In sum, there appear to be two different processes at work in the sex effects we observe. The first is a general shift in the probability that any word will be produced or understood such that girls are slightly more likely to produce or understand it than boys. The average magnitude of this fixed effect across languages is 1.2 for comprehension and 1.5 for production. In other words, if a male child had a 50% chance of saying a word (odds 1:1), a female child would on average have 1.5 times higher odds of saying it, i.e. a 60% chance. However, beyond this fixed effect, there are also variable effects for individual words. Most of these effects are small, but a few of them are quite large. For example, if an English-speaking male child has a 50% chance of saying the word dress, a female child would have a 82% chance; if a female child has a 50% chance of saying the word hammer, a male child would have a 70% chance.

9.2.2 Birth order

We next consider individual items that are more or less likely in the vocabularies of first-born vs. later-born children. Here we consider both the contrast between second-born and first-born children as well as between later-born and second-born children. As shown in Figure 9.8, across languages, second-born children are advantaged over later-born children in both comprehension and production, while first-born children are advantaged above second-born children in production. Somewhat surprisingly, across languages the reverse is true of comprehension – later-born children have somewhat bigger comprehension vocabulary. We can only speculate as to the source of this pattern, especially since it is not present in the production data. The number of languages for which we have birth order data is small, so conclusions are somewhat tentative.

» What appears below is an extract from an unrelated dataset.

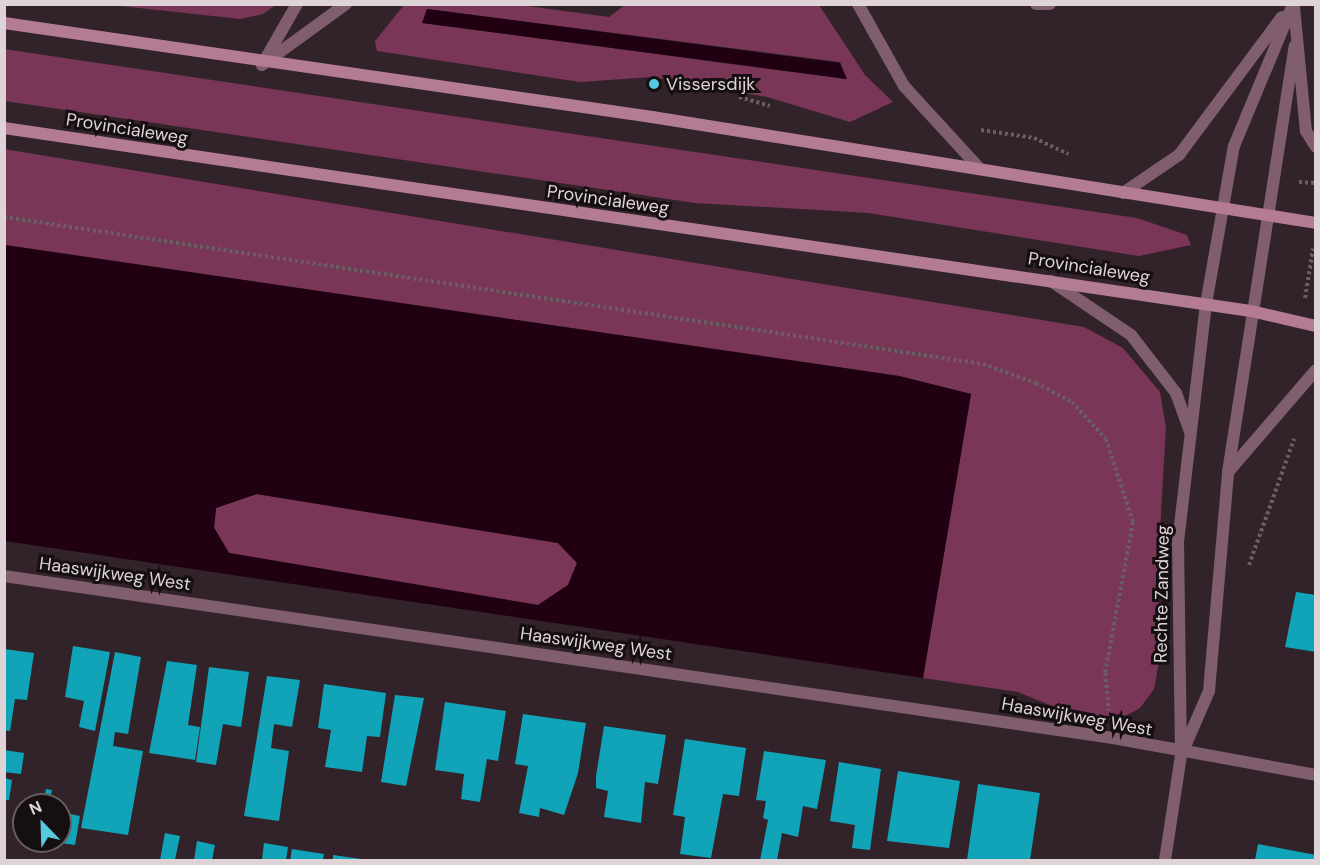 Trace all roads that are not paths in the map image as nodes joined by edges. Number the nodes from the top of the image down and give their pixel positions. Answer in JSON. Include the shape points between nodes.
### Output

Main effect of birth order for each language and measure.

Figure 9.8: Main effect of birth order for each language and measure.

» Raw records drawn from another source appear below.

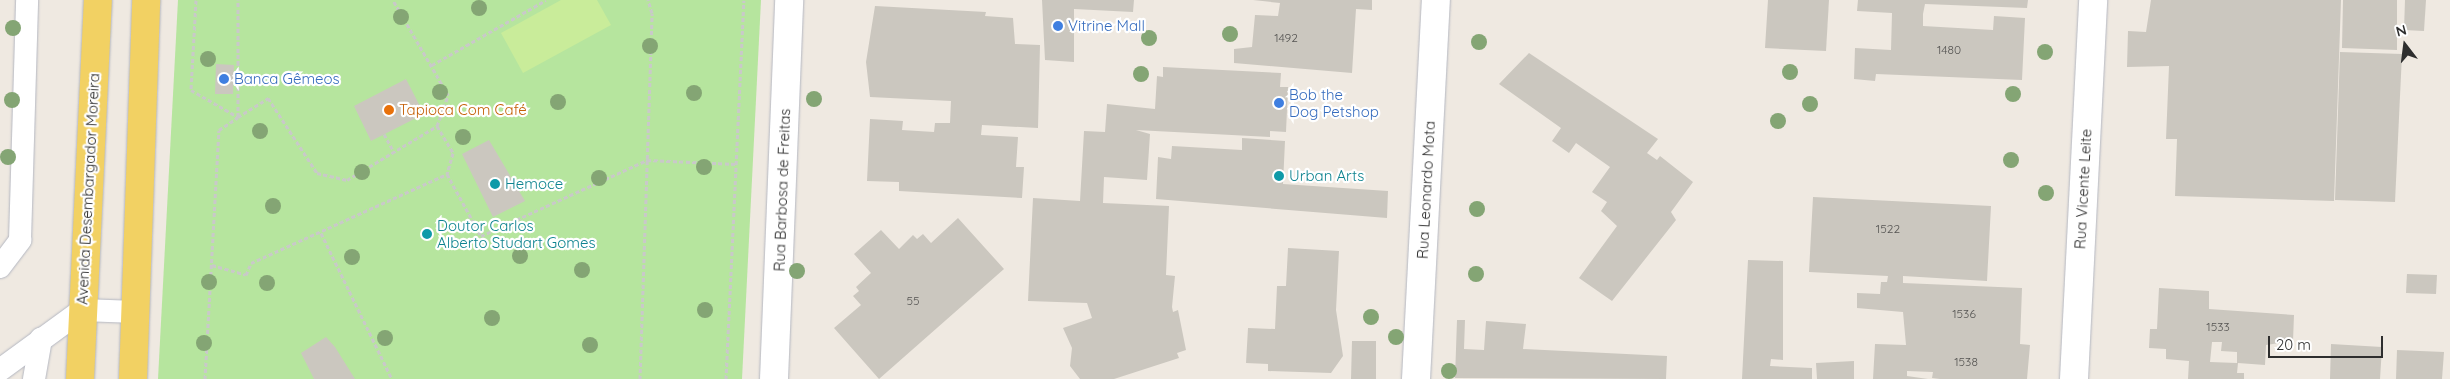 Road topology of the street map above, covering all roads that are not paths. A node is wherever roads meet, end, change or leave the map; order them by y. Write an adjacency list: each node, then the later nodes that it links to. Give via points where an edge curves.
1 (27, 0): 7 (lane, via 20,240)
2 (98, 0): 8 (main road, Avenida Desembargador Moreira)
3 (146, 0): 9 (main road)
4 (789, 0): 15 (street, Rua Barbosa de Freitas)
5 (1436, 0): 16 (street, Rua Leonardo Mota)
6 (2093, 0): 17 (street, Rua Vicente Leite)
7 (0, 267)
8 (82, 310): 9 (lane); 10 (lane); 13 (main road, Avenida Desembargador Moreira)
9 (136, 312): 14 (main road)
10 (41, 338): 11 (lane); 12 (lane)
11 (4, 370)
12 (34, 379)
13 (80, 379)
14 (132, 379)
15 (774, 379)
16 (1416, 379)
17 (2074, 379)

Figures 9.9 and 9.10 again represent random effects coefficients for particular items in comprehension. In general, there are few surprises here: the words for brother and sister are much more likely for second-born children to understand, and even more likely for later-born children.19 Several languages additionally show a few other words that second-born and later-born children might be more likely to be exposed to via their siblings, such as school in English and Norwegian (skole).

Distribution of birth order item random effects for comprehension data in each language.

Figure 9.9: Distribution of birth order item random effects for comprehension data in each language.

Top 10 most birth order biased words in each language for comprehension data.

Figure 9.10: Top 10 most birth order biased words in each language for comprehension data.

The same general patterns are present in the production data (Figures 9.11 and 9.12), with additional evidence that having elder siblings appears to be related exposure to sweets, at least in some cultures: popsicle, donut, and candy all appear in the English data, and tyggegummi (gum) and several soda- and candy-related words appear in the Norwegian data. Hate also appears in the English data, suggesting some emotional expressions due to having a sibling. We interpret this pattern with caution, however, as birth order is likely partially confounded with socioeconomic status, in that families from lower socioeconomic status populations tend to have more children (Huber, Bookstein, and Fieder 2010). So later-born children might also be more likely to come from low-SES families, who have more environmental exposure to “junk foods” like soda and candy [Ghosh-Dastidar et al. (2014); see below].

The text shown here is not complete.